I haven't done a community tropical tank in a while so any advice would be nice. I'm looking to house at least 20 fish in here (I had 20 mbuna cichlids with no problem so I know the fish load will be ok with my water changes). I will not be doing any live plants either, been there and done that. Just want a friendly tank with different good looking varieties of active fish in all areas from top to bottom. Maybe some invertebrates too. Any advice and stocking ideas would be a great help. Thank you all!


----------



## prodrumernate (Jun 22, 2012)

i have a 38 gallon with white mollies, white lyre tail mollies, black mollies and dalmatian mollies as well as neon tetras, glowlight tetras, (did have a few sunburts platys but they died) and one chinese algae eater..they are small and are good middle to bottom feeders though some stay at the top waiting for me to feed them...caution mollies breed like rabbits..i started out with about 5 or 6..if i had to guess i got 50 and this tank is a little over a year old and this doesnt count the ones that were eaten or died...if allowing some to be eaten by larger fish and other mollies is no problems then definitely get something larger to go along with them to help control population..

i just added 3 tiger barbs and 1 discus i was given for free by neighbors above..they havent touched my fry yet..gourami might be a good choice for larger species or even the dwarf gourami..if my gourami would be nice id throw him in as well but he is also one given and i know he will eat my fry(not a bad thing though.im over stocked and need to get rid of some)

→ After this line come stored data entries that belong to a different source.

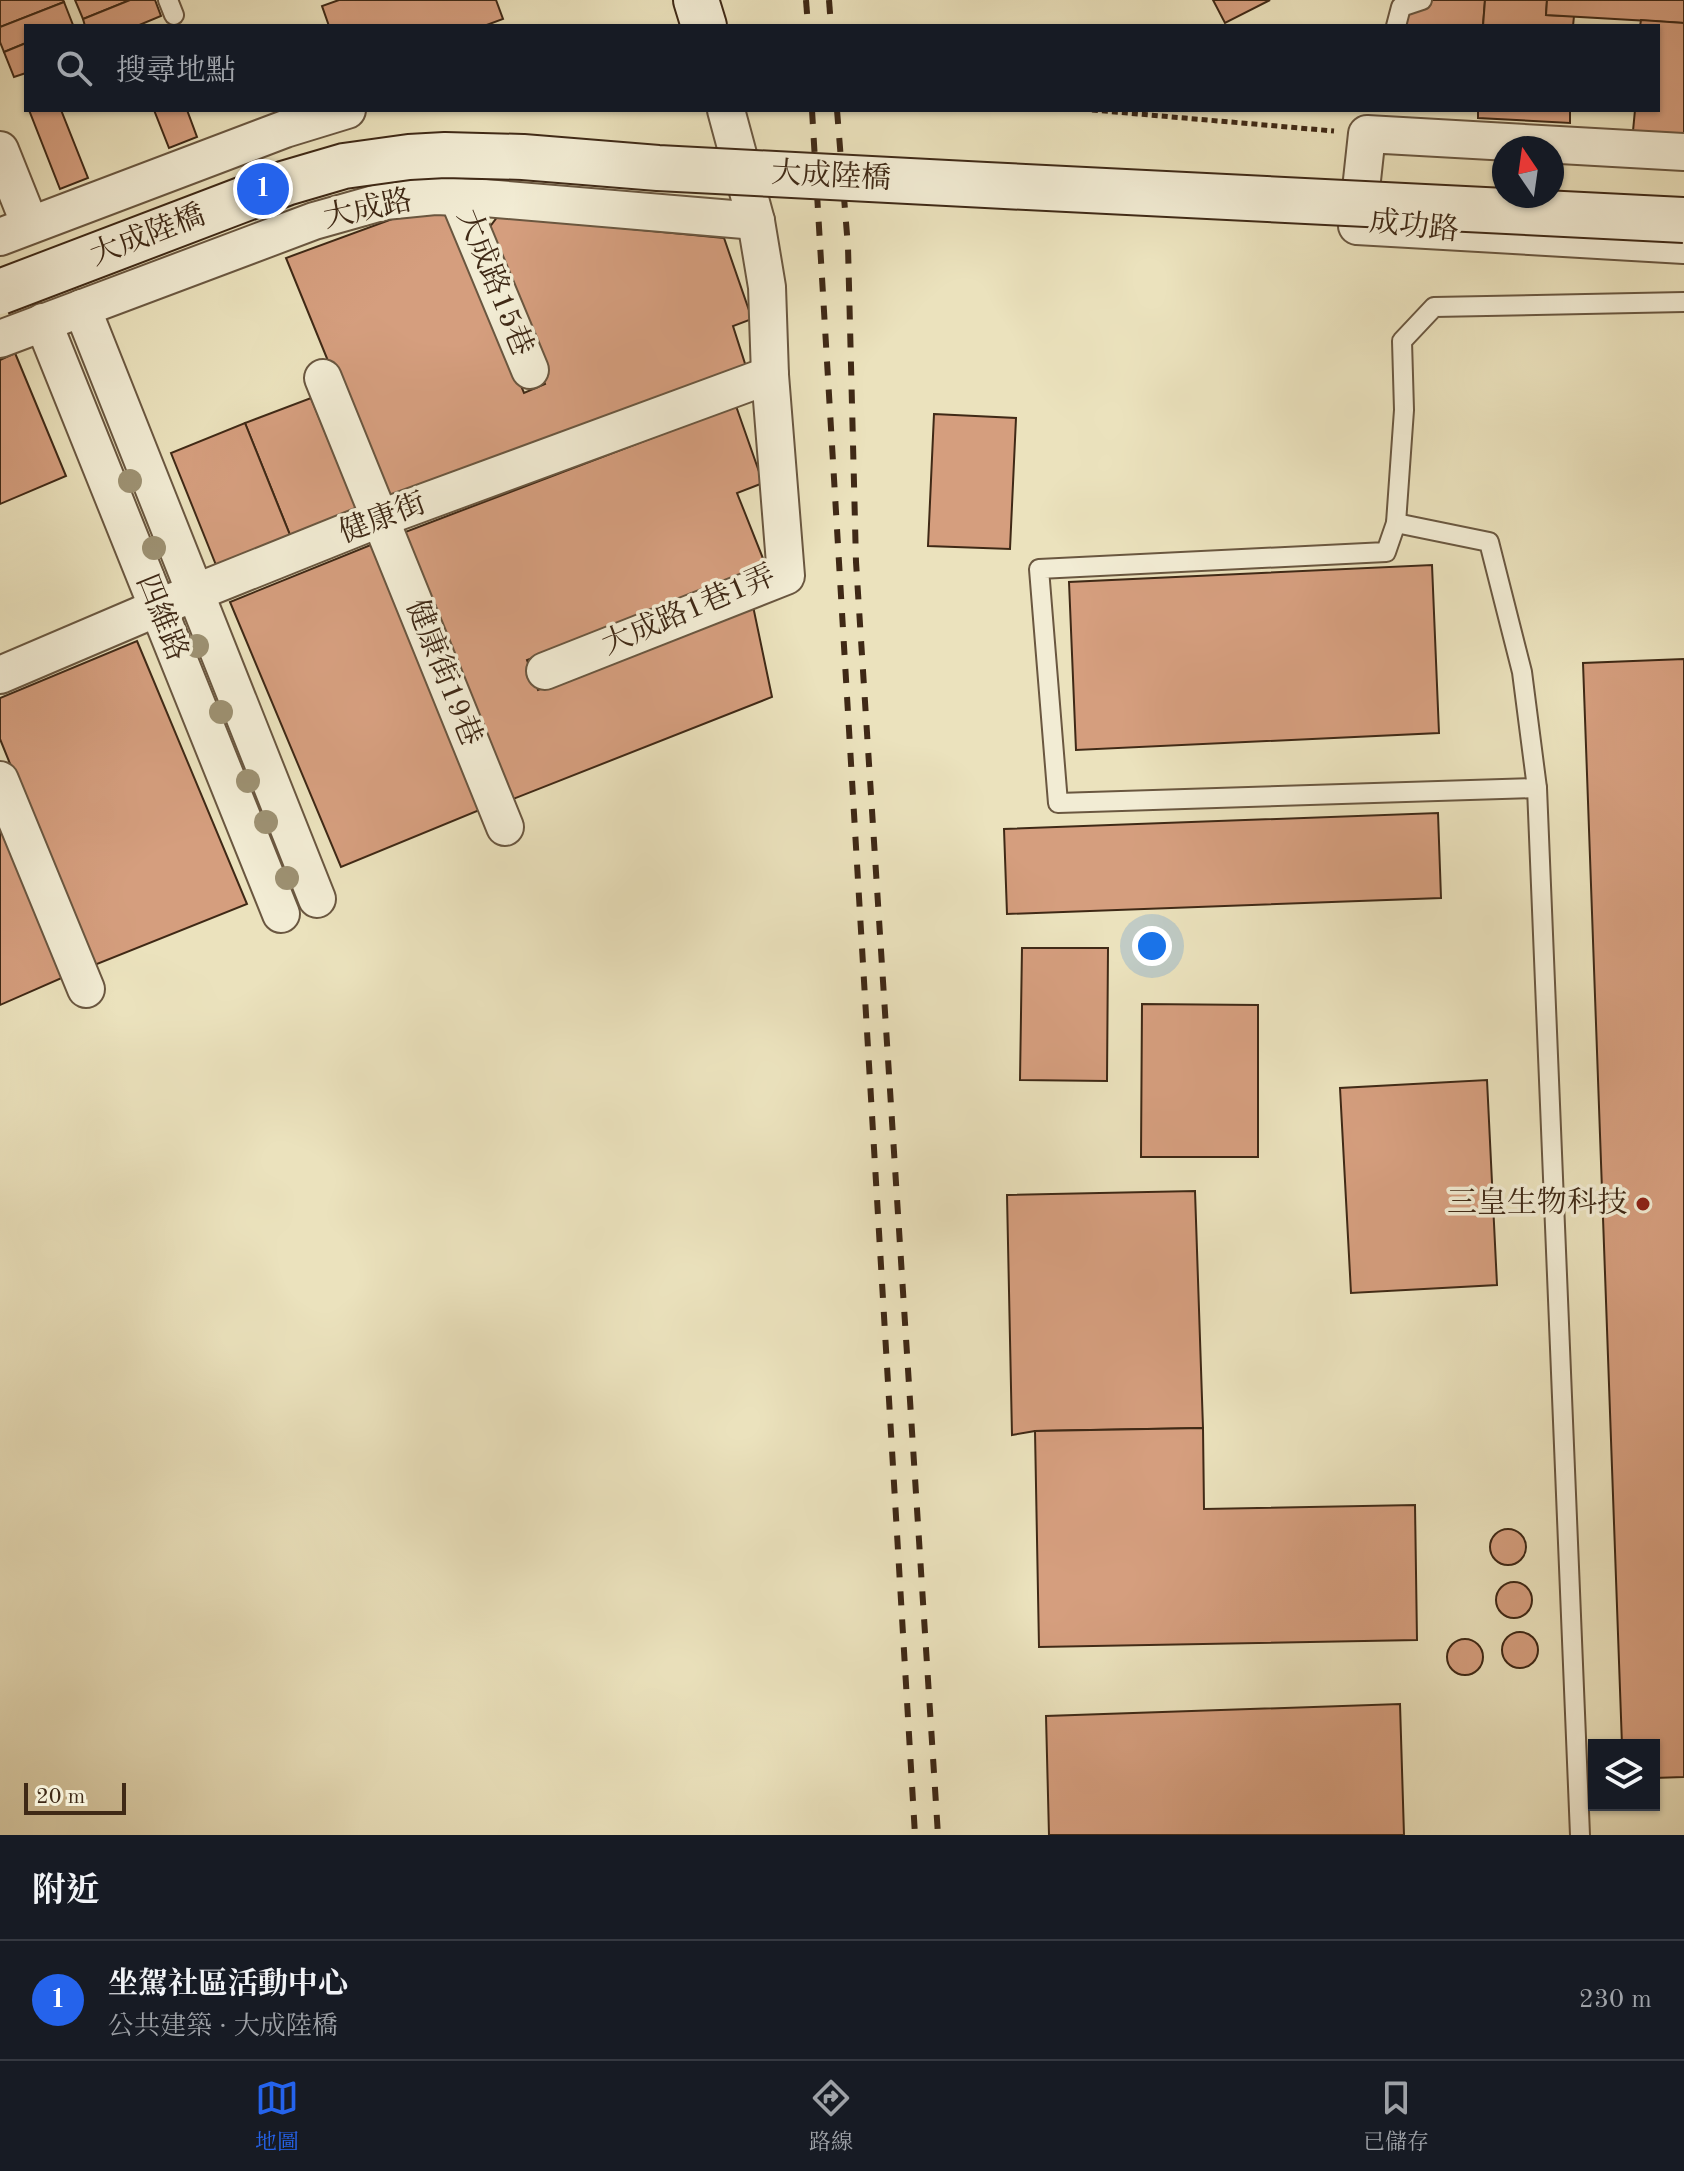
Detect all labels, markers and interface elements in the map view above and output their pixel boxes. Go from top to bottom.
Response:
search box [24,24,1660,112]
icon: search [52,46,96,90]
text: 搜尋地點 [116,57,236,87]
north arrow [1492,136,1564,208]
street label: 大成陸橋 [770,156,892,195]
pin: 1 [237,159,289,219]
street label: 大成路 [320,183,415,234]
street label: 大成陸橋 [86,198,209,272]
street label: 大成路15巷 [451,204,540,360]
street label: 成功路 [1368,204,1461,247]
street label: 健康街 [335,486,430,549]
street label: 大成路1巷1弄 [597,558,780,661]
street label: 四維路 [130,570,195,665]
street label: 健康街19巷 [400,594,489,750]
your location [1132,926,1172,966]
place label: 三皇生物科技 [1447,1186,1627,1219]
marker: 三皇生物科技 [1634,1195,1652,1213]
map controls [1588,1739,1660,1811]
button: layers [1588,1739,1660,1811]
scale bar [24,1779,126,1815]
text: 20 m [36,1786,85,1808]
text: 附近 [32,1875,100,1909]
text: 坐駕社區活動中心 [108,1970,348,2000]
text: 1 [50,1987,66,2013]
text: 230 m [1579,1987,1652,2013]
text: 公共建築 · 大成陸橋 [108,2014,338,2040]
tab: 地圖 [255,2076,299,2157]
tab: 路線 [809,2076,853,2157]
tab: 已儲存 [1363,2076,1429,2157]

its fun watching the mollies swim around and then get over excited waiting for you to feed them as if they never ate in their lives..then watching the larger fish swim by the small ones..kinda like jaws lurking in the water watching his prey


----------



## prodrumernate (Jun 22, 2012)

oh make sure to have many hiding places..and i also have an extra filter on mine rated for a tanke 60+ gallons on top of the original filter that came with it..some will say discus cant go with mollies and are tricky and so on.but seeing how my neighbor had his for a year and the conditions he had his in.im surprised the fish is still alive..but now being in my tank ill see how he does


----------